Environmental regulation is a particularly prominent case. The U.S. Congress passed a resolution opposing a carbon tax on the basis that, among other things, it “will lead to more jobs and businesses moving overseas” (H. Con. Res. 119 , 2018). In the European Union, industries have argued that, in the absence of a global climate policy, strengthening the Emissions Trading Scheme would force businesses to leave “without any environmental need” (Fagan-Watson, B., 2015). In response to such concerns, policies routinely compromise on the externality price: Rebates of environmental taxes are used to subsidize energy-intensive industries, emissions trading regimes allow the use of cheaper offsets for selected firms or industries, and a threat of relocation is used as a reason to exclude entire sectors from regulations.
This research shows that such common policy responses to industry relocation are misguided if the policy maker is armed not only with the powers to set prices on carbon but can also allocate transfers, e.g., in the form of revenues from pollution auctions. For global problems, some firms can do more at home than others and are thus more valuable to keep: Transfers from scarce public funds should reach those firms first. But because firms’ available options are privately known, the policies must incentivize firms to self-select the desired action and location. This selection effect calls for higher externality prices, not lower.
We provide an illustrative quantification of the optimal carbon leakage policy for the key sectors in the EU emissions trading system (EU ETS) based on the firm-level data on relocation propensities from Martin et al (2014). The data allow us to draw representative relocation risk distributions for five sectors forming together 62% of the industry emissions covered by the trading program. With representative values for the social cost of carbon emissions and public funds, we quantify the optimal policies with results on carbon leakage, distortions in the emissions price, and the fraction of the sectoral cost that is optimally covered from public funds. The main theoretical results turn out to be also economically significant. The optimal local carbon prices are increased upwards by 17-29% compared to the benchmark without firm relocation.
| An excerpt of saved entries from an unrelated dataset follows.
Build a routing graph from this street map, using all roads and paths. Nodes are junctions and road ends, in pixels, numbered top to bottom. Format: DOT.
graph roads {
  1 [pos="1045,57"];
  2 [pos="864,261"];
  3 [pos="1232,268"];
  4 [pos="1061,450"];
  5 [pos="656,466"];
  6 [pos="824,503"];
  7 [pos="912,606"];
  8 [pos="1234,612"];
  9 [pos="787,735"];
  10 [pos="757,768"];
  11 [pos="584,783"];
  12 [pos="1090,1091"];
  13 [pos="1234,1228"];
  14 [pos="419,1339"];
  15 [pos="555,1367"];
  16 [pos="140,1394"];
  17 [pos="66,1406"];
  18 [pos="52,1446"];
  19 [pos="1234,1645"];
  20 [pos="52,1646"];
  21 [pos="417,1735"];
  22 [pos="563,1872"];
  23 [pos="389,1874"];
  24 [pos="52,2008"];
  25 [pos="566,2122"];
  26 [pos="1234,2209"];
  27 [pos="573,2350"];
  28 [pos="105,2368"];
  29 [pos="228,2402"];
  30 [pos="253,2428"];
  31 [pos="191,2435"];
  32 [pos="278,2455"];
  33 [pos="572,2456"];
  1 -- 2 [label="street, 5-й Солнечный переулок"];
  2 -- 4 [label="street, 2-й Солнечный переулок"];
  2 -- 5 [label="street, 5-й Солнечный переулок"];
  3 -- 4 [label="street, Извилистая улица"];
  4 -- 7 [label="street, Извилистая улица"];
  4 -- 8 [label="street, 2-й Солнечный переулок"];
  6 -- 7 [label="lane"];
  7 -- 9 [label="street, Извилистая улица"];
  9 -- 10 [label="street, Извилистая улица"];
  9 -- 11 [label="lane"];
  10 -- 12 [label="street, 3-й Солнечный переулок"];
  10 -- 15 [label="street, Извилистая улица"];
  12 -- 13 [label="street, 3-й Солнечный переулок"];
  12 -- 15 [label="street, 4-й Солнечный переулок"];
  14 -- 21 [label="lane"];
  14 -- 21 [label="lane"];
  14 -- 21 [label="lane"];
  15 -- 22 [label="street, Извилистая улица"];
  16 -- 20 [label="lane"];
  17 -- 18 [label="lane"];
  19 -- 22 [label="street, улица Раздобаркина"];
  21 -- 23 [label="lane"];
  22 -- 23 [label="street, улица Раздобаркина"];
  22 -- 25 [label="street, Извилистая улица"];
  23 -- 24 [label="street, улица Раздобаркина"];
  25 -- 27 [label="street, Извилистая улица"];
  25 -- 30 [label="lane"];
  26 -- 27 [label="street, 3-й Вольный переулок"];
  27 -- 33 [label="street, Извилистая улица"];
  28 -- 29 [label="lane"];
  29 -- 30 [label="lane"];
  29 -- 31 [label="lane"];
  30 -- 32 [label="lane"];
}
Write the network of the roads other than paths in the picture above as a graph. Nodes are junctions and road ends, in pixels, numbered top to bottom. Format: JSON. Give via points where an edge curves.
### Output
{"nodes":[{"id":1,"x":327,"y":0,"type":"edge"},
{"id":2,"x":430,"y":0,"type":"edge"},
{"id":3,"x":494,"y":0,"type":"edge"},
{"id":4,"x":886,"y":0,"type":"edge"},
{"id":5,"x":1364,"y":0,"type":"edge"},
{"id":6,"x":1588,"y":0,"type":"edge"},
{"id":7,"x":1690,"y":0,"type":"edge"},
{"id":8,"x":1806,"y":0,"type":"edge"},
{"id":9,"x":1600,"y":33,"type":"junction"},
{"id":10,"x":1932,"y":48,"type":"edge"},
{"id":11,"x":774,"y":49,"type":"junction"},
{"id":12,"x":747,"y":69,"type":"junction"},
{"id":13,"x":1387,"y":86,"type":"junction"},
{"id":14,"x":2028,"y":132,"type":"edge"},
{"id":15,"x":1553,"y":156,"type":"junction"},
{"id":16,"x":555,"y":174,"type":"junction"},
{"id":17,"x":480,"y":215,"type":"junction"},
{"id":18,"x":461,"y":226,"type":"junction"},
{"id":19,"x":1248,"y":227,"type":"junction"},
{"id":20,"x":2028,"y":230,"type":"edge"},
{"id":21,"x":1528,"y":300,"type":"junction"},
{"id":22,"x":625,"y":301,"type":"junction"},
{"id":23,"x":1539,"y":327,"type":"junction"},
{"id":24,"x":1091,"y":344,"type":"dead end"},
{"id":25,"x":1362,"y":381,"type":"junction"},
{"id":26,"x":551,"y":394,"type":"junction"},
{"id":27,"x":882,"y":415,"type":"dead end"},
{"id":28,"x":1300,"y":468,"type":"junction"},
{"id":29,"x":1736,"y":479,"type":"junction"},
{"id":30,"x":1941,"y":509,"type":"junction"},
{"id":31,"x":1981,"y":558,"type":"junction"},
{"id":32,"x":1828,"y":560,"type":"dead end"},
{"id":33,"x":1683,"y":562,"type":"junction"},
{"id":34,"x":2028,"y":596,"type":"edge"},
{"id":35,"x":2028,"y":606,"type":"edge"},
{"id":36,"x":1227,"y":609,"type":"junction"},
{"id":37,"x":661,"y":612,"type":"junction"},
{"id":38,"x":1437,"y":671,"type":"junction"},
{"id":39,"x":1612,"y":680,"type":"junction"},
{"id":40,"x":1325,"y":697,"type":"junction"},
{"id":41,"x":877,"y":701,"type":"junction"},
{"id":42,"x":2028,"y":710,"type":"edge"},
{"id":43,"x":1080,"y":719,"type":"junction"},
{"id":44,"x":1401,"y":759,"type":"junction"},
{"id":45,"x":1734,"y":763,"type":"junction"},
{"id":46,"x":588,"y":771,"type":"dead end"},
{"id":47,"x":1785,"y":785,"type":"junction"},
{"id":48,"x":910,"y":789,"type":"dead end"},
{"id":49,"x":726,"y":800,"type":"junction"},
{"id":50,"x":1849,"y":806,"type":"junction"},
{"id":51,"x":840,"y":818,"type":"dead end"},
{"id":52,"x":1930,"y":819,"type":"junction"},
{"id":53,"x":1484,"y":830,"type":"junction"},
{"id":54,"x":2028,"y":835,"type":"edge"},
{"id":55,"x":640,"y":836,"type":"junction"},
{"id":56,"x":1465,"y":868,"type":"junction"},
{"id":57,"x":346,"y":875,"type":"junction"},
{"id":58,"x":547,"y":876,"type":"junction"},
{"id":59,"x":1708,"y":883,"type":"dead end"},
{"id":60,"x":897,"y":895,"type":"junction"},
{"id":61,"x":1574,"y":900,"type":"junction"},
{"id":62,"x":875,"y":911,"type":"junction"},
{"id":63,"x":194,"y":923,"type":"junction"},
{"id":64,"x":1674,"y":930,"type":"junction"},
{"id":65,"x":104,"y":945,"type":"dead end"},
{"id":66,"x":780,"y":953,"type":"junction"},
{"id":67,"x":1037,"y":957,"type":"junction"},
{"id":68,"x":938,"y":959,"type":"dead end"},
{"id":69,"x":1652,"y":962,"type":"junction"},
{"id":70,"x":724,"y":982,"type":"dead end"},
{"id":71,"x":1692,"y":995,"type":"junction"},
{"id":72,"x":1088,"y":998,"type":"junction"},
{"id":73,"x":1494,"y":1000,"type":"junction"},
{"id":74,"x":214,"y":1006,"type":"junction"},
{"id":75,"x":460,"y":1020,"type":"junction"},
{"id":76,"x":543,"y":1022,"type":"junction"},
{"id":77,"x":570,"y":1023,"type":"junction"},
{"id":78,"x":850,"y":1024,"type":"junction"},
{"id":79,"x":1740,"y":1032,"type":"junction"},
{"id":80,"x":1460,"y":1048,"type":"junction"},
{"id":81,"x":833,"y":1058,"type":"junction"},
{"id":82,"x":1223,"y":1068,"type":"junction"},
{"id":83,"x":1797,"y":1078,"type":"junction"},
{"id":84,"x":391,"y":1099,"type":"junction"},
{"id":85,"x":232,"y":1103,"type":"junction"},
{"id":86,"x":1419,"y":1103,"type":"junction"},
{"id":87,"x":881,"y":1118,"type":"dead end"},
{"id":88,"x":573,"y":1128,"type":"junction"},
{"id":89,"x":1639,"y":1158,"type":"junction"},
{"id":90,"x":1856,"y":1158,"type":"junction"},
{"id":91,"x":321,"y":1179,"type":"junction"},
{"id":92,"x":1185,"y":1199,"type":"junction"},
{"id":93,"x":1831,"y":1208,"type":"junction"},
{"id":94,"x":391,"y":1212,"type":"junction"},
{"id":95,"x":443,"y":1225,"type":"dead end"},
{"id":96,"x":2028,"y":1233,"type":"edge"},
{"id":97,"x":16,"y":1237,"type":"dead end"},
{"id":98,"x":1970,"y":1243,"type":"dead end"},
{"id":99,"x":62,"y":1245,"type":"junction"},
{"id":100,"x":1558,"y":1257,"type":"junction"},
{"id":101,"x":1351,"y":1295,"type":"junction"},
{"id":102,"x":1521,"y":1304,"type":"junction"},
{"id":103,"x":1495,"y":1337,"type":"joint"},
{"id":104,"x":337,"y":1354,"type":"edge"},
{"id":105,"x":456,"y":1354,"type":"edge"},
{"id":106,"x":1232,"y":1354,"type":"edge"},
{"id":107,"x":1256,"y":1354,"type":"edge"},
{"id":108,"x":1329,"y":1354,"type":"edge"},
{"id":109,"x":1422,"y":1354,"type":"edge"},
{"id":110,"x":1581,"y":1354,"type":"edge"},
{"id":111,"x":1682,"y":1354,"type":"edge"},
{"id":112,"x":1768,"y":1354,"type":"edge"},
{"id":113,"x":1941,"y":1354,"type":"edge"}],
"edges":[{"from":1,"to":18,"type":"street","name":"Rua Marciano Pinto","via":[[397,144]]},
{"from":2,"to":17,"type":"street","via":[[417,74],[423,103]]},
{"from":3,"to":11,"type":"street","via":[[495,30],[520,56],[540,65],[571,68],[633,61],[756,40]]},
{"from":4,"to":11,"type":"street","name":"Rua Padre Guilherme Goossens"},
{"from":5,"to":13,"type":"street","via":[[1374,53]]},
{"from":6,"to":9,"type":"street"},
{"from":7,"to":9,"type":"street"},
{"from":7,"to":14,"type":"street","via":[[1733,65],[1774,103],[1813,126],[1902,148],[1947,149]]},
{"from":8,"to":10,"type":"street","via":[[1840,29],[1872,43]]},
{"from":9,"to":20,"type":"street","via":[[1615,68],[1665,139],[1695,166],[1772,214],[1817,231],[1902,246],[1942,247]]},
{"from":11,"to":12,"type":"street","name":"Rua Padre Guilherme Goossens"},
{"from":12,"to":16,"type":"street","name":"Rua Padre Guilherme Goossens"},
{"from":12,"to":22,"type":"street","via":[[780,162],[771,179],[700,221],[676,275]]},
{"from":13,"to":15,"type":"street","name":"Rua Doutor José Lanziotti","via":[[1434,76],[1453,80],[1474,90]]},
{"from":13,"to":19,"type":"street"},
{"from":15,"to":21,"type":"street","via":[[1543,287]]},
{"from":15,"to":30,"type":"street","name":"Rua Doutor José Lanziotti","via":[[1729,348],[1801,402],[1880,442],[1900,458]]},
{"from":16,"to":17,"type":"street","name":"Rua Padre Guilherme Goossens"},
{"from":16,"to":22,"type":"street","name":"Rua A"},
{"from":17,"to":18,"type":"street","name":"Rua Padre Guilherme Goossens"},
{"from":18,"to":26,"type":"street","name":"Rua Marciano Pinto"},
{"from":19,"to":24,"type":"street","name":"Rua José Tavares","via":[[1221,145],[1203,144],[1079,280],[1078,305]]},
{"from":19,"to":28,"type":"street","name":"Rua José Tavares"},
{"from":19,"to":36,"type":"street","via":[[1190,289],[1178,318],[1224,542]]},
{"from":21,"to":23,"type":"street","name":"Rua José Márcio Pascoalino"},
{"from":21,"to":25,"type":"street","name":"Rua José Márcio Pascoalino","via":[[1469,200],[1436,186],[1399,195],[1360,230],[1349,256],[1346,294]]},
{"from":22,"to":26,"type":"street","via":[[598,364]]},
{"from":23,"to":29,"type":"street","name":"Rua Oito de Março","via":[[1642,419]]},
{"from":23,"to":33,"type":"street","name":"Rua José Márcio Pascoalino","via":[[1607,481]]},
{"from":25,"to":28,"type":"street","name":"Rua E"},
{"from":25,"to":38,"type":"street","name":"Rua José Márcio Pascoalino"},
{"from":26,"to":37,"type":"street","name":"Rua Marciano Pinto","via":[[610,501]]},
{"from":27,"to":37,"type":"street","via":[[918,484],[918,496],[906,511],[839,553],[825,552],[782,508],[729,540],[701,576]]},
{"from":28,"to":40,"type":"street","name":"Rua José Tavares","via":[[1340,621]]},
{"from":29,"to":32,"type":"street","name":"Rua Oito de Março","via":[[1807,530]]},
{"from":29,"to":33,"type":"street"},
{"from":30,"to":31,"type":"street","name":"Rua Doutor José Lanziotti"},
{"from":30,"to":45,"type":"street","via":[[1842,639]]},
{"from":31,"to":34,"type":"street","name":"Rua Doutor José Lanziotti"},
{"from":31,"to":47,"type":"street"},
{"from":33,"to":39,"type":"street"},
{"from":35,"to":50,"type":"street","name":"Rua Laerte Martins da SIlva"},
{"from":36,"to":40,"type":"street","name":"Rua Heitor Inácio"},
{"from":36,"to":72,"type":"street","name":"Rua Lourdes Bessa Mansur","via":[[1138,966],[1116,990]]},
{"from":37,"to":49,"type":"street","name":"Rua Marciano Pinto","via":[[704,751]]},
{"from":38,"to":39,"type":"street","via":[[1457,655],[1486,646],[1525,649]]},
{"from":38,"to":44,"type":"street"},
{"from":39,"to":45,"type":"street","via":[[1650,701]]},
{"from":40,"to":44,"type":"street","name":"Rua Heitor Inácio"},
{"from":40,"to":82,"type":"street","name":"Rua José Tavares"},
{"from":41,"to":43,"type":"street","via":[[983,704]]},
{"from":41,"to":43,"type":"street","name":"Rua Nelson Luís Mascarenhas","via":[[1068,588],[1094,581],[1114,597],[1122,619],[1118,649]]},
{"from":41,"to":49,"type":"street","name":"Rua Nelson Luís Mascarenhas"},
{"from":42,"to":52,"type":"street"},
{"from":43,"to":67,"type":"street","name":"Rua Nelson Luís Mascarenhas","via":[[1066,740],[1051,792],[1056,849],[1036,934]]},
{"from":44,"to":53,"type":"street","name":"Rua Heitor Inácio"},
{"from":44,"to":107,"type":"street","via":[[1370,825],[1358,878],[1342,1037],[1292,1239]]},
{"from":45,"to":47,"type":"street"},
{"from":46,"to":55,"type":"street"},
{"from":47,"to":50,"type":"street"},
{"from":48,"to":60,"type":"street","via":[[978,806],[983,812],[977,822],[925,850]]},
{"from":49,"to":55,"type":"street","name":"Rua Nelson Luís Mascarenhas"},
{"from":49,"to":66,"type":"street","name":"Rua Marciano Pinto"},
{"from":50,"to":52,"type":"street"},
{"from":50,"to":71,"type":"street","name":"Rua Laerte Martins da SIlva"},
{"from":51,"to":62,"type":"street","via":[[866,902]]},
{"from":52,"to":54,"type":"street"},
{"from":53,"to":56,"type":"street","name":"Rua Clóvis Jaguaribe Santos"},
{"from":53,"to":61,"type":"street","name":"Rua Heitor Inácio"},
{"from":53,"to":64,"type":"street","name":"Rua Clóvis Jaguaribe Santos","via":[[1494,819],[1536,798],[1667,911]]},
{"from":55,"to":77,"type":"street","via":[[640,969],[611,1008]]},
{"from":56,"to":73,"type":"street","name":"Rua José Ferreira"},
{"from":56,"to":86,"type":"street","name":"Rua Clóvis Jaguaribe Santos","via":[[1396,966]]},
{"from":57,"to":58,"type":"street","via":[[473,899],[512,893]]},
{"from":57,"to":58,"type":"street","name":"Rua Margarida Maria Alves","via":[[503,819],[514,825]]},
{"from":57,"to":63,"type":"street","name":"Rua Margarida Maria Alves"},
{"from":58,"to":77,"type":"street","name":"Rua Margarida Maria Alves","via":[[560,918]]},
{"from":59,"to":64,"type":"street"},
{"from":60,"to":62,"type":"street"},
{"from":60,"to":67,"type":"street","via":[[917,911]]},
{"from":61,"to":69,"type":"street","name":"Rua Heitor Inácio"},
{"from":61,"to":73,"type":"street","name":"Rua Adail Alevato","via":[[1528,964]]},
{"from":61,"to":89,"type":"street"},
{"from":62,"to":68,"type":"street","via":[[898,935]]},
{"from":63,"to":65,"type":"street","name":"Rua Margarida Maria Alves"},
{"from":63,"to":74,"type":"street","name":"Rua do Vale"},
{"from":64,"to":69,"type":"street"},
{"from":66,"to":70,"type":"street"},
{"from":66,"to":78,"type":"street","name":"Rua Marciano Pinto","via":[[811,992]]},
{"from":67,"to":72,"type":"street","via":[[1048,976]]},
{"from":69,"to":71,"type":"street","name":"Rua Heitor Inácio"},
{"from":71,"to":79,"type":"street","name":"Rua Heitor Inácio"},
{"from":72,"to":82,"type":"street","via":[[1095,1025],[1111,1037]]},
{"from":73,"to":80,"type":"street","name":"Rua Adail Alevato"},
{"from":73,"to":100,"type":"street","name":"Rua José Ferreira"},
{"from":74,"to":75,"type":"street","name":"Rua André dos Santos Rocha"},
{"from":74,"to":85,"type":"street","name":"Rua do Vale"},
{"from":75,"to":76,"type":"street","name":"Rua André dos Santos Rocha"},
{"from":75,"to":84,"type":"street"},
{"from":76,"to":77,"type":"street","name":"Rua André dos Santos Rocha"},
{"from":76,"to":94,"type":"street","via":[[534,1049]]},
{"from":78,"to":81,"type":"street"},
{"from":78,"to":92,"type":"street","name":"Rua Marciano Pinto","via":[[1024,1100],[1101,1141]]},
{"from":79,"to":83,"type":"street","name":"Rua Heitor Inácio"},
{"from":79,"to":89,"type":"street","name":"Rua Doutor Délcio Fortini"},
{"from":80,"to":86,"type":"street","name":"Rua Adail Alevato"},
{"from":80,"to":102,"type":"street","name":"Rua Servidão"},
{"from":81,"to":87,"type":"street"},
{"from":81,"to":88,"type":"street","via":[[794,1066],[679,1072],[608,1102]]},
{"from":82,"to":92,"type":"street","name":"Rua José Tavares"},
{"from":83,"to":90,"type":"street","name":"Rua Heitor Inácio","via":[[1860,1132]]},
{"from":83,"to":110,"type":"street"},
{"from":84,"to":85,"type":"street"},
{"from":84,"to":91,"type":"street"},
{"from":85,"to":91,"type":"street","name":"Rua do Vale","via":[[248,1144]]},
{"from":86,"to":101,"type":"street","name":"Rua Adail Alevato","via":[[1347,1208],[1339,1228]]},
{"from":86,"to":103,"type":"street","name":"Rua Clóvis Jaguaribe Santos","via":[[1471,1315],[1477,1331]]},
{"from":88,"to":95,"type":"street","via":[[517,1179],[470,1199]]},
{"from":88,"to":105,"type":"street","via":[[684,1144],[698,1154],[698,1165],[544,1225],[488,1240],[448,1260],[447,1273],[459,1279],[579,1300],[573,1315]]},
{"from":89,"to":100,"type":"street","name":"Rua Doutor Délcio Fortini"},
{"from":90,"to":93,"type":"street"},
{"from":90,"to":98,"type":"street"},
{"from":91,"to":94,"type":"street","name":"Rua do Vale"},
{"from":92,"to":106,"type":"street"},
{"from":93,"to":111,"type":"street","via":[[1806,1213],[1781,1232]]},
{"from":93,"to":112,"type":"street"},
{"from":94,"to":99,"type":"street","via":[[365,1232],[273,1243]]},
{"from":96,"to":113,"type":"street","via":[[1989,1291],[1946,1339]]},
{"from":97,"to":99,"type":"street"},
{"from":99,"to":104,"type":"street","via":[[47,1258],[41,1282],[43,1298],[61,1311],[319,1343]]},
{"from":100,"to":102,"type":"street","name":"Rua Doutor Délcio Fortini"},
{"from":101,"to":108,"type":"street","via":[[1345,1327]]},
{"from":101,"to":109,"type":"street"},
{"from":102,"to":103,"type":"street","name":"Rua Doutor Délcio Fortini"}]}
The higher carbon prices also translate into larger cuts, even after the leakage of emissions (2-17% per sector) is taken into account: The threat of relocation, in itself, calls for 9.6 MtCO2 additional emission reductions (13% higher than in the benchmark, an amount roughly equal to total manufacturing emissions in Sweden), and the optimal global mechanism supplements this by reducing additional 1.2 MtCO2 abroad (2% compared to the benchmark). Finally, in this quantification, the outcome is more or less unaffected if we restrict attention to policies that set a uniform externality price for all sectors but keep the transfers differentiated.
References
H. Con. Res. 119 (2018). Expressing the sense of Congress that a carbon tax would be detrimental to the United States economy.
Fagan-Watson, B. (2015). Big business using trade groups to lobby against EU climate policy. The Guardian, April 15, 2015.
Martin, R., Muuls, M., De Preux, L. B. and Wagner, U. (2014). Industry compensation under relocation risk: A firm-level analysis of the EU emissions trading scheme. The American Economic Review, 104 (8), 2482–2508.